In 1904, Altamirano presented the book Materia Medica Mexicana: a manual of Mexican medicinal herbs for the Louisiana Purchase Exposition, held in St. Louis, Missouri. This book was based on the numerous studies published in the "Data for Mexican Materia Medica" by the National Medical Institute, in which he contributed significantly.[20]

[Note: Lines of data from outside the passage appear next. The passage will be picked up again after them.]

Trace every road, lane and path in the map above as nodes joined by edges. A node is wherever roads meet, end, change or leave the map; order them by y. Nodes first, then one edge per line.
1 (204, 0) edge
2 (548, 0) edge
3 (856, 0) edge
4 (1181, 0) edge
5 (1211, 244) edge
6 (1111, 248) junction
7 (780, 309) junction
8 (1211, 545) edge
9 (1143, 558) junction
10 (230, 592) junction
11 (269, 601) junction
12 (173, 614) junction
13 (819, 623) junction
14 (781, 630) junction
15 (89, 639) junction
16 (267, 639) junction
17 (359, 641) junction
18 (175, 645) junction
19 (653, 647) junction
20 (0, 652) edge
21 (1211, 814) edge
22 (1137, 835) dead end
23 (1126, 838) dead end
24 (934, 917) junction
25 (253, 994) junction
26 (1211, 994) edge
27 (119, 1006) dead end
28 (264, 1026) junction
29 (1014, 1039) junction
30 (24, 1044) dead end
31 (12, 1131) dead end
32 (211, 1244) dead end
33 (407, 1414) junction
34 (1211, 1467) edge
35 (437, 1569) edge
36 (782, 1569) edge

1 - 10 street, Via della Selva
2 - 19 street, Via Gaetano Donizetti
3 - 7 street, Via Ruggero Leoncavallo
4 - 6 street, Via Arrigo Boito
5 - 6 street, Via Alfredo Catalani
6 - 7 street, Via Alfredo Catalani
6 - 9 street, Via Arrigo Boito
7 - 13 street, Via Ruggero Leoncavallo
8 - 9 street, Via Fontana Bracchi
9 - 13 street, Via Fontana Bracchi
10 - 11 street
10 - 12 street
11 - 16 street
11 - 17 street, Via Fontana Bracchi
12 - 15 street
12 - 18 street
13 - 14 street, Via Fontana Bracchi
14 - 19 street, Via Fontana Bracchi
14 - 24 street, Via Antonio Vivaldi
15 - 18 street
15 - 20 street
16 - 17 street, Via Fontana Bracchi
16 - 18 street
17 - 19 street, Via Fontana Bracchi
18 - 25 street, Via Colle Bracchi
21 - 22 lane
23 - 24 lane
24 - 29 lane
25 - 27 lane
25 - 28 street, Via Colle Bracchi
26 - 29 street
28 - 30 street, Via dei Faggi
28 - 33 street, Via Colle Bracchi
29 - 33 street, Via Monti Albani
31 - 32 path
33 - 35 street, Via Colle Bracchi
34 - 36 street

One year later, in 1905, Altamirano and Joseph Nelson Rose described a euphorbiaceae from the states of Guanajuato, Querétaro and Michoacán, locally called palo amarillo. They considered it a new species and named it Euphorbia elastica, although now it also known as Euphorbia fulva.[21] Altamirano was interested in this euphorbiaceae due to its elastic resin content, which he hoped could be profitably converted into commercial rubber, as had been previously done with guayule in northern Mexico. In the National Medical Institute, he and his colleagues conducted several studies with the palo amarillo until 1908, but they could not get commercial rubber extracted from it in a profitable way.